[Saved data entries]

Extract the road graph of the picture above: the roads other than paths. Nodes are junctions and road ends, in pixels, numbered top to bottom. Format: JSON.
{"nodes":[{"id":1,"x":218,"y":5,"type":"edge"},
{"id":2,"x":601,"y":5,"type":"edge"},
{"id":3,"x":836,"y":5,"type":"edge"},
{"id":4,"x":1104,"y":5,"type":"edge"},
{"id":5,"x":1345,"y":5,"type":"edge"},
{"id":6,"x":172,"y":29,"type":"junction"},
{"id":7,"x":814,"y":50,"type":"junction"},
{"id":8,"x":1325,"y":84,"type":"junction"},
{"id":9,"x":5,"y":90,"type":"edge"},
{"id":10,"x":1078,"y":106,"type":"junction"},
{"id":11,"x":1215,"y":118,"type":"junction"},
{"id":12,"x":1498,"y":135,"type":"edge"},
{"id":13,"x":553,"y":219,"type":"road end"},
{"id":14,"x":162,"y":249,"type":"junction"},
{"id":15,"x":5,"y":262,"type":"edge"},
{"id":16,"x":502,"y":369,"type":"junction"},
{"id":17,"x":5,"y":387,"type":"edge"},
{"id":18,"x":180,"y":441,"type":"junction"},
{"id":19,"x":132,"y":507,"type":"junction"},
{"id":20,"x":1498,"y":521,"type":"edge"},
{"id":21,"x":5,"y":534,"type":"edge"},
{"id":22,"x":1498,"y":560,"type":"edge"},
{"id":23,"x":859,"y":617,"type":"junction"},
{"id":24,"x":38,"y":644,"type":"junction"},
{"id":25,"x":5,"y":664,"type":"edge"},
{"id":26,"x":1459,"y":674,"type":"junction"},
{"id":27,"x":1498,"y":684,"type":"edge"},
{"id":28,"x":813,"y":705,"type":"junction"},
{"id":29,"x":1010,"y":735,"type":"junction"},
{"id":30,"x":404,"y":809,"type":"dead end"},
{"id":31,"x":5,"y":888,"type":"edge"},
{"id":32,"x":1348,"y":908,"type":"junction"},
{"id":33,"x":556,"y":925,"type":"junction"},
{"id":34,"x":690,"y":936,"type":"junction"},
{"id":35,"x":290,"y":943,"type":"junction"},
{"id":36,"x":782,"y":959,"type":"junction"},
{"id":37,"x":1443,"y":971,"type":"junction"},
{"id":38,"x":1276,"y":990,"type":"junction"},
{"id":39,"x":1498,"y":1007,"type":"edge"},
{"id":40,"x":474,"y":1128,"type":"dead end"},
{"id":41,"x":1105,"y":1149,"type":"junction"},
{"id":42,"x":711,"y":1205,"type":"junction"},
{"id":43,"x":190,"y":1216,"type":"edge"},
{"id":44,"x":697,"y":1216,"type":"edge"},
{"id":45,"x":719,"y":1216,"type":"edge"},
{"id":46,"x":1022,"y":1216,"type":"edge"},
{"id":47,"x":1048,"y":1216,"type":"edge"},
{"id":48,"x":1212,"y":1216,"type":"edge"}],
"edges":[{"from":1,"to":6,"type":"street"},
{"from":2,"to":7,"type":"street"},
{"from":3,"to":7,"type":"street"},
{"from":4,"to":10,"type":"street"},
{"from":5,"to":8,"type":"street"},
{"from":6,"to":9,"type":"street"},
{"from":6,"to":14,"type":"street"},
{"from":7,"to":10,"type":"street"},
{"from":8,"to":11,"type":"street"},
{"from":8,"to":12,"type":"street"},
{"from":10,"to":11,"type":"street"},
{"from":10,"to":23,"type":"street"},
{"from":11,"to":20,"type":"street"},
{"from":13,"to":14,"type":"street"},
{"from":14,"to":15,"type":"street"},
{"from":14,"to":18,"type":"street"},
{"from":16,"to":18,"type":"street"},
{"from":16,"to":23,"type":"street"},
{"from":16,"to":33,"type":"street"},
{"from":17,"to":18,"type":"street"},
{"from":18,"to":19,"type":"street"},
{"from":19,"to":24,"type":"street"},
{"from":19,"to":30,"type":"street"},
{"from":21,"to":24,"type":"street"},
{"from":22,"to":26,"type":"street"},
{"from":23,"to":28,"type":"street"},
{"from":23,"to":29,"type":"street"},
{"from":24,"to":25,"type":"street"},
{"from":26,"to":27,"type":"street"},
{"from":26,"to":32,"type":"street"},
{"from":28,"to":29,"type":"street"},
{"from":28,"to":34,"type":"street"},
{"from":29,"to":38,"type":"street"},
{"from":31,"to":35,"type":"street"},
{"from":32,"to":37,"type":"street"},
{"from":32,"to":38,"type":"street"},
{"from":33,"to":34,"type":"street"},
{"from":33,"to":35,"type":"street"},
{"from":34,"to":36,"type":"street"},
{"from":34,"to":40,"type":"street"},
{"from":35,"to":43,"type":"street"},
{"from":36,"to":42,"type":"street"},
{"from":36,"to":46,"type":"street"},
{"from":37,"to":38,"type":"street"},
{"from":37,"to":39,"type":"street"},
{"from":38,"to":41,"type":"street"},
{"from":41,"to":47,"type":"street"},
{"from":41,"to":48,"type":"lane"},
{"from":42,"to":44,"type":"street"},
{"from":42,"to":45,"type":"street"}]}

EXERCISE PROMPT — Reproduce the data verbatim, line for line.

WRITTEN REPLY —
Extract the road graph of the picture above: the roads other than paths. Nodes are junctions and road ends, in pixels, numbered top to bottom. Format: JSON.
{"nodes":[{"id":1,"x":218,"y":5,"type":"edge"},
{"id":2,"x":601,"y":5,"type":"edge"},
{"id":3,"x":836,"y":5,"type":"edge"},
{"id":4,"x":1104,"y":5,"type":"edge"},
{"id":5,"x":1345,"y":5,"type":"edge"},
{"id":6,"x":172,"y":29,"type":"junction"},
{"id":7,"x":814,"y":50,"type":"junction"},
{"id":8,"x":1325,"y":84,"type":"junction"},
{"id":9,"x":5,"y":90,"type":"edge"},
{"id":10,"x":1078,"y":106,"type":"junction"},
{"id":11,"x":1215,"y":118,"type":"junction"},
{"id":12,"x":1498,"y":135,"type":"edge"},
{"id":13,"x":553,"y":219,"type":"road end"},
{"id":14,"x":162,"y":249,"type":"junction"},
{"id":15,"x":5,"y":262,"type":"edge"},
{"id":16,"x":502,"y":369,"type":"junction"},
{"id":17,"x":5,"y":387,"type":"edge"},
{"id":18,"x":180,"y":441,"type":"junction"},
{"id":19,"x":132,"y":507,"type":"junction"},
{"id":20,"x":1498,"y":521,"type":"edge"},
{"id":21,"x":5,"y":534,"type":"edge"},
{"id":22,"x":1498,"y":560,"type":"edge"},
{"id":23,"x":859,"y":617,"type":"junction"},
{"id":24,"x":38,"y":644,"type":"junction"},
{"id":25,"x":5,"y":664,"type":"edge"},
{"id":26,"x":1459,"y":674,"type":"junction"},
{"id":27,"x":1498,"y":684,"type":"edge"},
{"id":28,"x":813,"y":705,"type":"junction"},
{"id":29,"x":1010,"y":735,"type":"junction"},
{"id":30,"x":404,"y":809,"type":"dead end"},
{"id":31,"x":5,"y":888,"type":"edge"},
{"id":32,"x":1348,"y":908,"type":"junction"},
{"id":33,"x":556,"y":925,"type":"junction"},
{"id":34,"x":690,"y":936,"type":"junction"},
{"id":35,"x":290,"y":943,"type":"junction"},
{"id":36,"x":782,"y":959,"type":"junction"},
{"id":37,"x":1443,"y":971,"type":"junction"},
{"id":38,"x":1276,"y":990,"type":"junction"},
{"id":39,"x":1498,"y":1007,"type":"edge"},
{"id":40,"x":474,"y":1128,"type":"dead end"},
{"id":41,"x":1105,"y":1149,"type":"junction"},
{"id":42,"x":711,"y":1205,"type":"junction"},
{"id":43,"x":190,"y":1216,"type":"edge"},
{"id":44,"x":697,"y":1216,"type":"edge"},
{"id":45,"x":719,"y":1216,"type":"edge"},
{"id":46,"x":1022,"y":1216,"type":"edge"},
{"id":47,"x":1048,"y":1216,"type":"edge"},
{"id":48,"x":1212,"y":1216,"type":"edge"}],
"edges":[{"from":1,"to":6,"type":"street"},
{"from":2,"to":7,"type":"street"},
{"from":3,"to":7,"type":"street"},
{"from":4,"to":10,"type":"street"},
{"from":5,"to":8,"type":"street"},
{"from":6,"to":9,"type":"street"},
{"from":6,"to":14,"type":"street"},
{"from":7,"to":10,"type":"street"},
{"from":8,"to":11,"type":"street"},
{"from":8,"to":12,"type":"street"},
{"from":10,"to":11,"type":"street"},
{"from":10,"to":23,"type":"street"},
{"from":11,"to":20,"type":"street"},
{"from":13,"to":14,"type":"street"},
{"from":14,"to":15,"type":"street"},
{"from":14,"to":18,"type":"street"},
{"from":16,"to":18,"type":"street"},
{"from":16,"to":23,"type":"street"},
{"from":16,"to":33,"type":"street"},
{"from":17,"to":18,"type":"street"},
{"from":18,"to":19,"type":"street"},
{"from":19,"to":24,"type":"street"},
{"from":19,"to":30,"type":"street"},
{"from":21,"to":24,"type":"street"},
{"from":22,"to":26,"type":"street"},
{"from":23,"to":28,"type":"street"},
{"from":23,"to":29,"type":"street"},
{"from":24,"to":25,"type":"street"},
{"from":26,"to":27,"type":"street"},
{"from":26,"to":32,"type":"street"},
{"from":28,"to":29,"type":"street"},
{"from":28,"to":34,"type":"street"},
{"from":29,"to":38,"type":"street"},
{"from":31,"to":35,"type":"street"},
{"from":32,"to":37,"type":"street"},
{"from":32,"to":38,"type":"street"},
{"from":33,"to":34,"type":"street"},
{"from":33,"to":35,"type":"street"},
{"from":34,"to":36,"type":"street"},
{"from":34,"to":40,"type":"street"},
{"from":35,"to":43,"type":"street"},
{"from":36,"to":42,"type":"street"},
{"from":36,"to":46,"type":"street"},
{"from":37,"to":38,"type":"street"},
{"from":37,"to":39,"type":"street"},
{"from":38,"to":41,"type":"street"},
{"from":41,"to":47,"type":"street"},
{"from":41,"to":48,"type":"lane"},
{"from":42,"to":44,"type":"street"},
{"from":42,"to":45,"type":"street"}]}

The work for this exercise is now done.